[Records from a data collection]
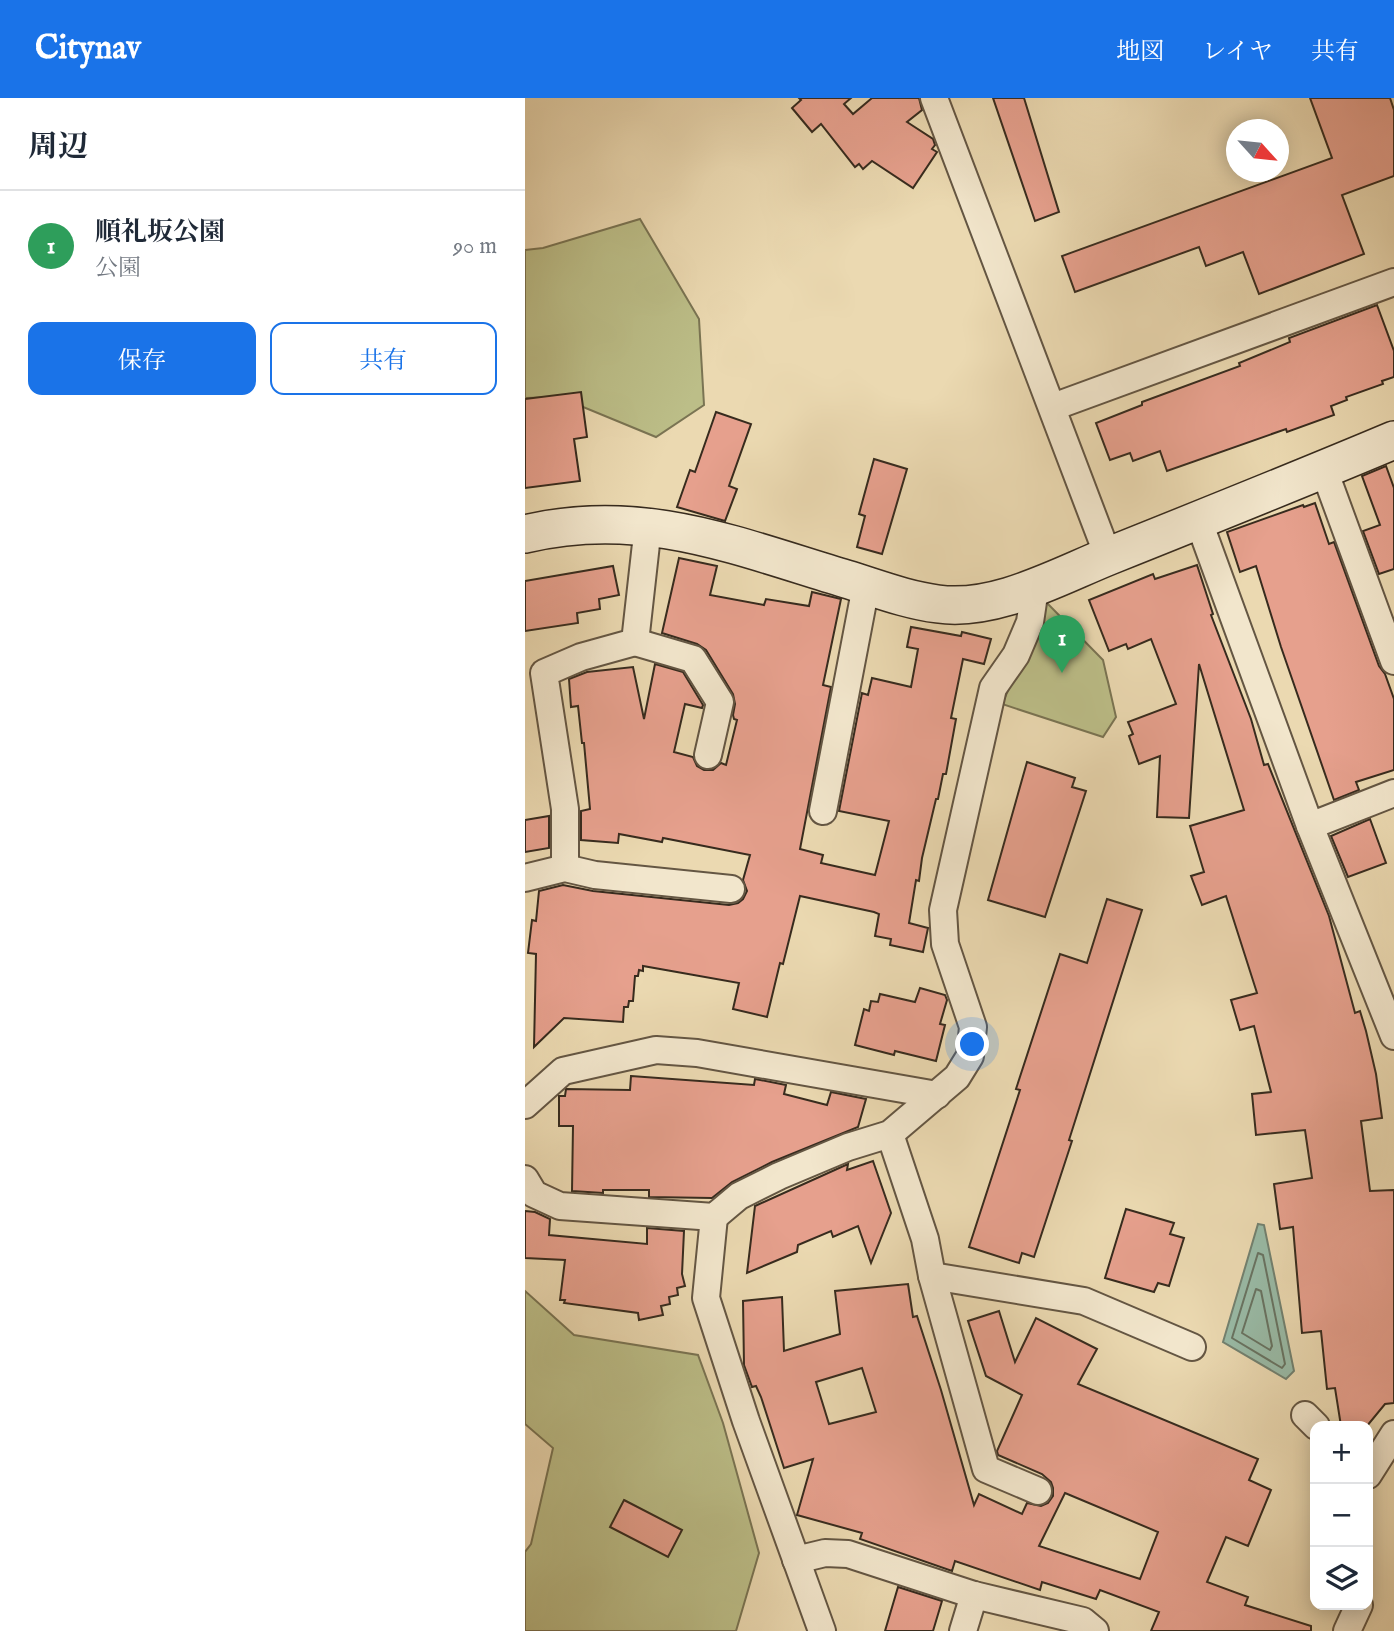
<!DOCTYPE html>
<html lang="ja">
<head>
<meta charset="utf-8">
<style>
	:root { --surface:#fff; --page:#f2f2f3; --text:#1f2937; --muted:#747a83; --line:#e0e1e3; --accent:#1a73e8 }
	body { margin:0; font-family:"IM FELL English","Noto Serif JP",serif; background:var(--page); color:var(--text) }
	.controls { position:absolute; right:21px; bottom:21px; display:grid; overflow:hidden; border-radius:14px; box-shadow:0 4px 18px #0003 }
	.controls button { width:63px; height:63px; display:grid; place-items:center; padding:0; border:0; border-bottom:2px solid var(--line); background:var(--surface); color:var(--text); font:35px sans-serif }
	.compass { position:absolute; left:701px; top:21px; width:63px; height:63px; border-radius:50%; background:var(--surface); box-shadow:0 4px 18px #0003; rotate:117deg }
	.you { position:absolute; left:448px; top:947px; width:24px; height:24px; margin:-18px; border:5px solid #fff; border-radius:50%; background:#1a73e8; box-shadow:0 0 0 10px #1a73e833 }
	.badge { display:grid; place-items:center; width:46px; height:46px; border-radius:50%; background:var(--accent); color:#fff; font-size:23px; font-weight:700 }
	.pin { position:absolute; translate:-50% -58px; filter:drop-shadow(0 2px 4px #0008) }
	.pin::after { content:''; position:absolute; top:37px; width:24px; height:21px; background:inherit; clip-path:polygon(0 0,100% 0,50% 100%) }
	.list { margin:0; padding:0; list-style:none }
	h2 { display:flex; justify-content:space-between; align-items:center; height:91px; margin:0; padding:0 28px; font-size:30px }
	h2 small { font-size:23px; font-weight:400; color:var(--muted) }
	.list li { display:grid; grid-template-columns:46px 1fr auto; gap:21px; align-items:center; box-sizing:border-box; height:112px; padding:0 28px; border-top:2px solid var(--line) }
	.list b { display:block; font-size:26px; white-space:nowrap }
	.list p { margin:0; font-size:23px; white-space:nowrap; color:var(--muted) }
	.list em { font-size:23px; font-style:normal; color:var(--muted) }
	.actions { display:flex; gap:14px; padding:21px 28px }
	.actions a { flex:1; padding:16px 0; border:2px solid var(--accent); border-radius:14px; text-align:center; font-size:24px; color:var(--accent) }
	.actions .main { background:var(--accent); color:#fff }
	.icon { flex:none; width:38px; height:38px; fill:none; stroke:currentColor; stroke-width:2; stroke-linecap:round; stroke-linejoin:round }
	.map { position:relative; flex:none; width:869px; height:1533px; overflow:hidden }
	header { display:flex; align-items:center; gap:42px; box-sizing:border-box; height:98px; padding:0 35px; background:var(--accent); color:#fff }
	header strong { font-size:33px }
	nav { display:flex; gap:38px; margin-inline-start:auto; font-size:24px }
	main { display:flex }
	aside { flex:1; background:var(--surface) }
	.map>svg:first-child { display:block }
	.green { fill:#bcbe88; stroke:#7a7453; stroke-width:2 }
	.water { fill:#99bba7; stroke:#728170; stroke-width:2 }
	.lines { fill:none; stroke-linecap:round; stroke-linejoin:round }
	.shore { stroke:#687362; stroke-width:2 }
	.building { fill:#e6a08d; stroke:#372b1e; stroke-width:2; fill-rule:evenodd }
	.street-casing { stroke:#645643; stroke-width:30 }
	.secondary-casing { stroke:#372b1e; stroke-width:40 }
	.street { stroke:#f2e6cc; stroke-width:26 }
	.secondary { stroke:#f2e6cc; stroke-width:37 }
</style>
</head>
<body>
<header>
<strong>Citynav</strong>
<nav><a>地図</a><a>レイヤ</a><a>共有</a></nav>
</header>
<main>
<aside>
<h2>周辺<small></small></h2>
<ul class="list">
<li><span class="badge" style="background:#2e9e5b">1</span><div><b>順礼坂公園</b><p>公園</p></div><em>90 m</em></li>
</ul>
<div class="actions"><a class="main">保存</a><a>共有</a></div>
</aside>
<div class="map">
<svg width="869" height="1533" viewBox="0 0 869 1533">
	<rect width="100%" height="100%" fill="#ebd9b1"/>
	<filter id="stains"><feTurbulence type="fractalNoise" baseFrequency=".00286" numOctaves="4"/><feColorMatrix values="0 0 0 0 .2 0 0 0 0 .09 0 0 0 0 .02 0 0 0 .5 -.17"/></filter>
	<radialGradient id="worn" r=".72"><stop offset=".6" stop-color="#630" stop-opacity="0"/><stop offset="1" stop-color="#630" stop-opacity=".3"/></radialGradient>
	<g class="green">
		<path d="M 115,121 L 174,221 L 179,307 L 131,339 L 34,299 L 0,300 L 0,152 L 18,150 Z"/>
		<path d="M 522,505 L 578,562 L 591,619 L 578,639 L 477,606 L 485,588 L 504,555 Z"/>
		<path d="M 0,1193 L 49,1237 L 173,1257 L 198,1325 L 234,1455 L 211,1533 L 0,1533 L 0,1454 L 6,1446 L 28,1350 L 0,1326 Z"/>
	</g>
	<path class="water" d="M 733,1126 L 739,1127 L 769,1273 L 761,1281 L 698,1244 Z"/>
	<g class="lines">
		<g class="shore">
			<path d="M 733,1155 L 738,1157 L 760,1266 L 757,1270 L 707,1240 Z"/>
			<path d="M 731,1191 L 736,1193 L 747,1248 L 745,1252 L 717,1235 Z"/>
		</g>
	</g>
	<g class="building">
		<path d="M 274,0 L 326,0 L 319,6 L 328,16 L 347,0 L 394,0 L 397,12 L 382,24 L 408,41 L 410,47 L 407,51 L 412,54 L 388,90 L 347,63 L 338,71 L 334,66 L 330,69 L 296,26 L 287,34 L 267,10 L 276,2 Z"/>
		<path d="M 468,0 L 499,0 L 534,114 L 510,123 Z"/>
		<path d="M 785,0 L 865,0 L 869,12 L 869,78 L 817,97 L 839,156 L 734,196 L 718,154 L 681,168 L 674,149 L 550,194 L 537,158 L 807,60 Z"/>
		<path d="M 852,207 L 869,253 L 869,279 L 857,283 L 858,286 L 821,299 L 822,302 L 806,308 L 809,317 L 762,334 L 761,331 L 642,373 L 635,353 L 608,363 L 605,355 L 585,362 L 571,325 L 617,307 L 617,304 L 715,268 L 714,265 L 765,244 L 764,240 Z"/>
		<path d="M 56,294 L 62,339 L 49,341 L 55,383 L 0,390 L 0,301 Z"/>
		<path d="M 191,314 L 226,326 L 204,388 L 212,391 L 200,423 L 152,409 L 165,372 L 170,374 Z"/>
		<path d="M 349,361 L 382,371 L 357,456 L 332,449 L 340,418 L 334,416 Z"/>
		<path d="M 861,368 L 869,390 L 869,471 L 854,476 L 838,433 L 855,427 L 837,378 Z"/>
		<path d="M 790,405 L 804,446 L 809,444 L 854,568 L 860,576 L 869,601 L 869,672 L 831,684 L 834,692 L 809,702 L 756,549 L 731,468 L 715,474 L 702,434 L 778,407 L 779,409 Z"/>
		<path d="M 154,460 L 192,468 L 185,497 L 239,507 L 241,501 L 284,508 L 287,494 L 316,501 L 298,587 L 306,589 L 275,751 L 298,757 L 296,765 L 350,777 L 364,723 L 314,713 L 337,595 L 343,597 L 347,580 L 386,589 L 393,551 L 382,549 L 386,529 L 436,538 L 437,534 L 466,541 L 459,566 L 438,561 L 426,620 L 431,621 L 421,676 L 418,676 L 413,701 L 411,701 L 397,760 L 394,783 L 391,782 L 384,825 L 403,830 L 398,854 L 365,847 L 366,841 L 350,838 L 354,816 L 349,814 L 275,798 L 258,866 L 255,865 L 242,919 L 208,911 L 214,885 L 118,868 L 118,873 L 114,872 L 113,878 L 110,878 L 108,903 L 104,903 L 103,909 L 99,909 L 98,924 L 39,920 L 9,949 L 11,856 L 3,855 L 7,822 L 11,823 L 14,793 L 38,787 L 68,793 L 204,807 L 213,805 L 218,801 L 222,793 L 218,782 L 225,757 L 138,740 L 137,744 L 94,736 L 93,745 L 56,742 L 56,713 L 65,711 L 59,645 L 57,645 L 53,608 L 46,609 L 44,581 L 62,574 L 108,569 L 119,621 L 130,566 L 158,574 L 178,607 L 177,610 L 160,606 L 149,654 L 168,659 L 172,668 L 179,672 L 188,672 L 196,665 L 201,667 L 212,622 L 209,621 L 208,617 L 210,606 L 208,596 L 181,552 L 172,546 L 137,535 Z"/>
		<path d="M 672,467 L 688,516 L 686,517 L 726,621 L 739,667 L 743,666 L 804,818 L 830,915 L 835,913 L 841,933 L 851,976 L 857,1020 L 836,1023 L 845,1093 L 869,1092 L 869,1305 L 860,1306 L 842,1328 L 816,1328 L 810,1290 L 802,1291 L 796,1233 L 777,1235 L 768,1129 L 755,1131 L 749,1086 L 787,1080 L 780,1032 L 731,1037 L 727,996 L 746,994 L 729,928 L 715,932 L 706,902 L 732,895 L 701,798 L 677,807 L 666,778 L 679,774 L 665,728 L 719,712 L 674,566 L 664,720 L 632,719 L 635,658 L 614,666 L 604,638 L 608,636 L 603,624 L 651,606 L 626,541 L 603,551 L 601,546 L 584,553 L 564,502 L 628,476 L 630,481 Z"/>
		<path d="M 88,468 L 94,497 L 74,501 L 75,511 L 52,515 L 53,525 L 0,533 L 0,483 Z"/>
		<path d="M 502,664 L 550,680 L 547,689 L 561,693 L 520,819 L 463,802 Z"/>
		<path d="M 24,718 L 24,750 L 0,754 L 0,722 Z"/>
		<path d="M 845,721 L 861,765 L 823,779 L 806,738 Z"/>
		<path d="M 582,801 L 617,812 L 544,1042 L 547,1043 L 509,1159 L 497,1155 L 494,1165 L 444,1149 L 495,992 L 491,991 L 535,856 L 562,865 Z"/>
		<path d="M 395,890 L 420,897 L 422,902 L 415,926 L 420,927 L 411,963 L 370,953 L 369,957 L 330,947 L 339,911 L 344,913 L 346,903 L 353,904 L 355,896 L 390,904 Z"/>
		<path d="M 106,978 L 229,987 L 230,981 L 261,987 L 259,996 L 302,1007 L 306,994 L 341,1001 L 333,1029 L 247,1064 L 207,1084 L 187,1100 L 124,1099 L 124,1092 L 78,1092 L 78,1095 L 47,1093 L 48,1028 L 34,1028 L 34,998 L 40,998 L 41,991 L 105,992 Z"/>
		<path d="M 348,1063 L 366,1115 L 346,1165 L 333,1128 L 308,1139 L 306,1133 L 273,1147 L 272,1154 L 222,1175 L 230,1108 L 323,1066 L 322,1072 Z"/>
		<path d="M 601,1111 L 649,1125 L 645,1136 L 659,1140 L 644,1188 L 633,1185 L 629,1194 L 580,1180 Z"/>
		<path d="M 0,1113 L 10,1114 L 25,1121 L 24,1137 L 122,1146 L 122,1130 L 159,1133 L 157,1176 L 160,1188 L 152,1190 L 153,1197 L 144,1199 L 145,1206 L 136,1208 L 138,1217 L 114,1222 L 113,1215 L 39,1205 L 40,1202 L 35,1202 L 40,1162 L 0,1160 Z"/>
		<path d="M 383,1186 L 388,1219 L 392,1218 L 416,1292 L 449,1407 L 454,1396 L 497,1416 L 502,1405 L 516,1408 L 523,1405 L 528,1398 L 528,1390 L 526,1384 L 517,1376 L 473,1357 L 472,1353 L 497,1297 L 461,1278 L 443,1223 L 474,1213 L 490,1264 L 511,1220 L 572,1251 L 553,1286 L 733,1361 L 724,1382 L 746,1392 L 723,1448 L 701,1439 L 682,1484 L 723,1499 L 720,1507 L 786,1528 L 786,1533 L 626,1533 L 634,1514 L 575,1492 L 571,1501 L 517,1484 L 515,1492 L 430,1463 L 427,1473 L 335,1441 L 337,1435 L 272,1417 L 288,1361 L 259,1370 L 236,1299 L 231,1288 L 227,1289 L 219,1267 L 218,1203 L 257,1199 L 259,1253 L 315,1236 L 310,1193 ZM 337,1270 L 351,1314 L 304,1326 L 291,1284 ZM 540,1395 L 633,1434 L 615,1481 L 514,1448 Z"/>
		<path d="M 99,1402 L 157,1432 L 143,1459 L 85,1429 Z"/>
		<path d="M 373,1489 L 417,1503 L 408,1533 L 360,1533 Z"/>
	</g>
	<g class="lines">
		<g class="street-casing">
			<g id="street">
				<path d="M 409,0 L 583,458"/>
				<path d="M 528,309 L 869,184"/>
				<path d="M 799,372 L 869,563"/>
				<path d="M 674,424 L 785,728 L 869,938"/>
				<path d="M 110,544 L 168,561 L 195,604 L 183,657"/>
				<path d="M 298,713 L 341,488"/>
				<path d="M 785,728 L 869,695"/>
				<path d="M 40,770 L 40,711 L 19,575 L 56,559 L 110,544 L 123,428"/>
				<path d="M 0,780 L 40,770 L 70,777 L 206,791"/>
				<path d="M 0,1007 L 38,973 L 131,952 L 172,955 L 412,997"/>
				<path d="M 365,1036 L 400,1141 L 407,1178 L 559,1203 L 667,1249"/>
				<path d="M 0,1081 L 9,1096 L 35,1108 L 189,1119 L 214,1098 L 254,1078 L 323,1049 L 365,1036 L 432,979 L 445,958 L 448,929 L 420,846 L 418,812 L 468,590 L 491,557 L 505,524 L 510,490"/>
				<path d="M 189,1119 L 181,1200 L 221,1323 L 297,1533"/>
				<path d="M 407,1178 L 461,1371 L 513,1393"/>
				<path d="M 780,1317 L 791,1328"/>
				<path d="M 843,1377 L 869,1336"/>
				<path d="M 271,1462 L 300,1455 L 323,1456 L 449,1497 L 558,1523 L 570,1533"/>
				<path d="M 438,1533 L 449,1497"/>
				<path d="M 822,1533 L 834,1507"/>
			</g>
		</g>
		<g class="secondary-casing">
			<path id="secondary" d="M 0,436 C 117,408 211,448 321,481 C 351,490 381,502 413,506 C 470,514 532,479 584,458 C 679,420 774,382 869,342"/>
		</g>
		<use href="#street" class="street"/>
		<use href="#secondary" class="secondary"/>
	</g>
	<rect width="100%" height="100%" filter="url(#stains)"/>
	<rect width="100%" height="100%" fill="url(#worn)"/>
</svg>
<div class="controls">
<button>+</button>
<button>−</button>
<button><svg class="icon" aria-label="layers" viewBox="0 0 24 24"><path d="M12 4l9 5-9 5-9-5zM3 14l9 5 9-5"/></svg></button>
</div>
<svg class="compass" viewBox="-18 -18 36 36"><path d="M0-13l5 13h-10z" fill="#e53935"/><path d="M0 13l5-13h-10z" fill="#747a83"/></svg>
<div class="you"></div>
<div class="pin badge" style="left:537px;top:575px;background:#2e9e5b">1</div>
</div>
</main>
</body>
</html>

--- Work order ---
Search the entries for the word "grid" and pick out every line that holds it.

--- Response area ---
	.controls { position:absolute; right:21px; bottom:21px; display:grid; overflow:hidden; border-radius:14px; box-shadow:0 4px 18px #0003 }
	.controls button { width:63px; height:63px; display:grid; place-items:center; padding:0; border:0; border-bottom:2px solid var(--line); background:var(--surface); color:var(--text); font:35px sans-serif }
	.badge { display:grid; place-items:center; width:46px; height:46px; border-radius:50%; background:var(--accent); color:#fff; font-size:23px; font-weight:700 }
	.list li { display:grid; grid-template-columns:46px 1fr auto; gap:21px; align-items:center; box-sizing:border-box; height:112px; padding:0 28px; border-top:2px solid var(--line) }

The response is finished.